Moreover, such fires are a self-reinforcing cycle as they pump carbon dioxide and other greenhouse gases into the atmosphere, further enhancing climate change. While the shutdown in the world’s industrial activity and transportation sectors by the pandemic did induce a drop of around seven per cent in overall carbon dioxide emissions, forest fires made up about one-fifth of all emissions. It will be decades before all of the carbon dioxide released in the fires can be sequestered by the regeneration of the forests.

Meteorologists studying weather patterns in 2020 saw some 30 named Atlantic hurricanes, including the unprecedented occurrences of three storms simultaneously. Researchers tracking the Arctic sea ice saw the sheet shrink to the second smallest size on record. And scientists in Antarctica were able to explore under the ice shelf, using drone submarines, to discover a shift in ocean currents now bringing warm water to the Thwaites glacier. This mass of ice is increasingly unstable and will likely collapse in the near future.

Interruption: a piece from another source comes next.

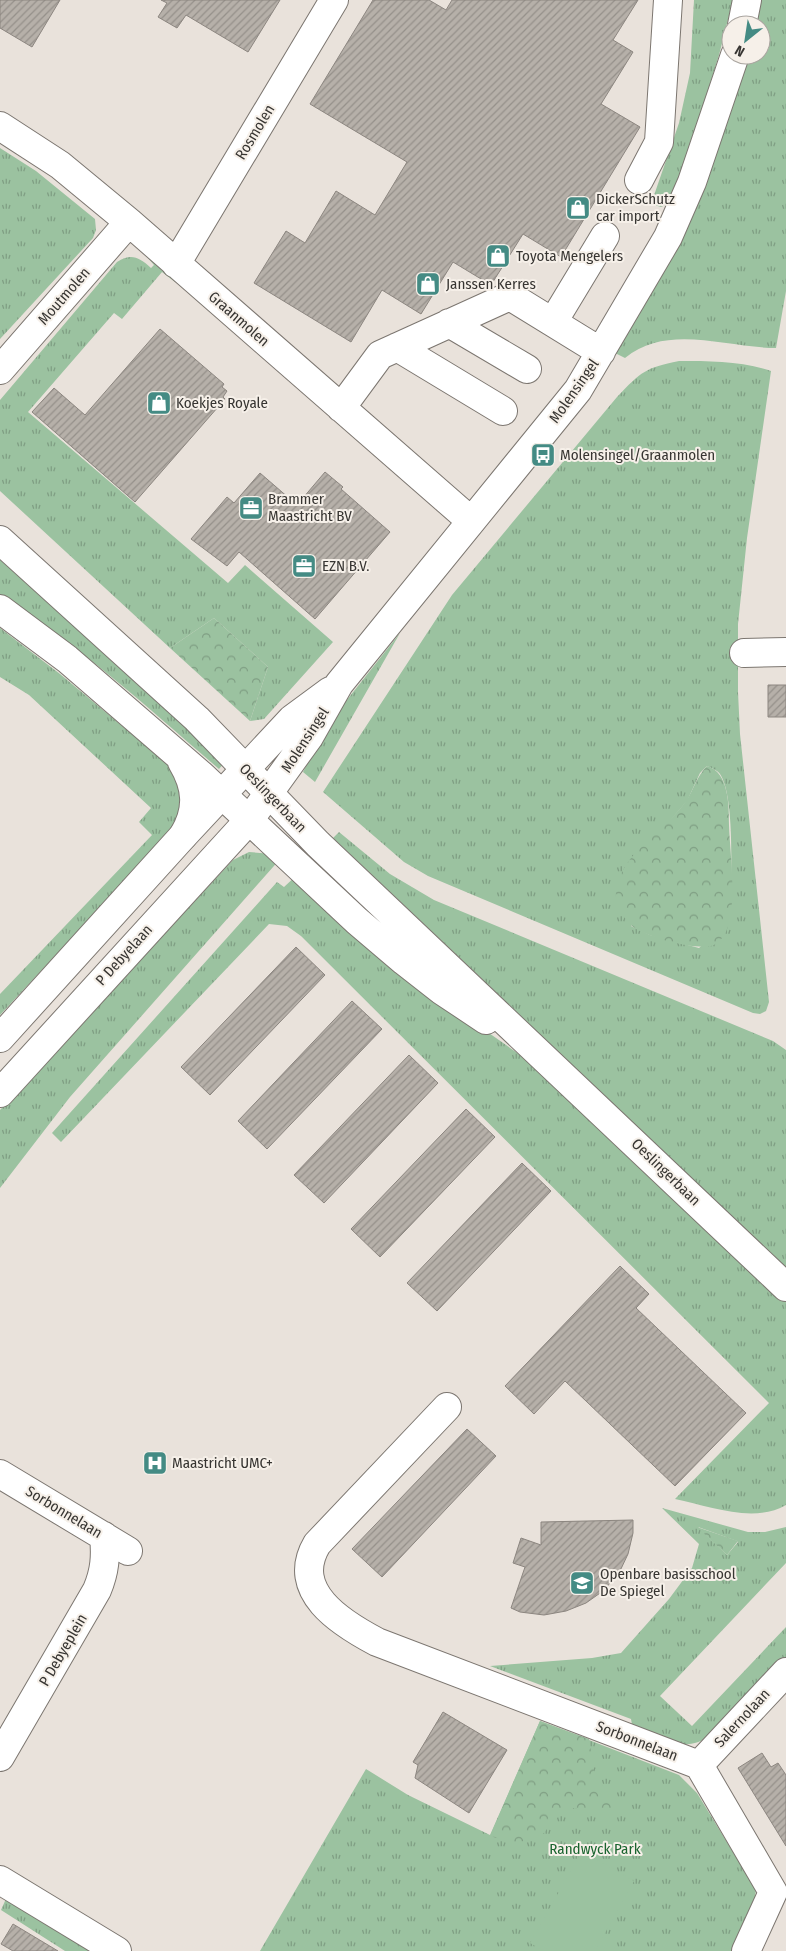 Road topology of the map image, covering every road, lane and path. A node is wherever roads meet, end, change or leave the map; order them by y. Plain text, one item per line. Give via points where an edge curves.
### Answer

But not all science news is bad. Science has now given us vaccines to fight COVID-19 and climate change can be managed with international cooperation.

Physicists have also been able to create a room temperature superconductor, the holy grail of condensed matter physics. Such a compound could allow for power transmission without loss, floating trains and levitating cars, and much more efficient electronic devices. Unfortunately, there is one catch - the material is only superconducting at extremely high pressures equivalent to those experienced at the centre of Earth! 

But the research continues.

In the world of biochemistry, one of the major puzzles is understanding how and why proteins fold the way they do. Protein structure is often critically important to understanding function. This past year, cryo-electron microscopy finally achieved single atom resolution allowing for the structure of proteins to be examined more readily. And machine learning algorithms have allowed AI to understand how proteins fold in the first place.

But perhaps one of the most interesting science stories is the discovery that humans are not the only animals to domesticate other species of animals. The Longfin damselfish farm algae as food and employ shrimp as labourers to help tend the farm. In return, they provide protection from predators.

If nothing else, 2020 has taught us there is much more to learn about science.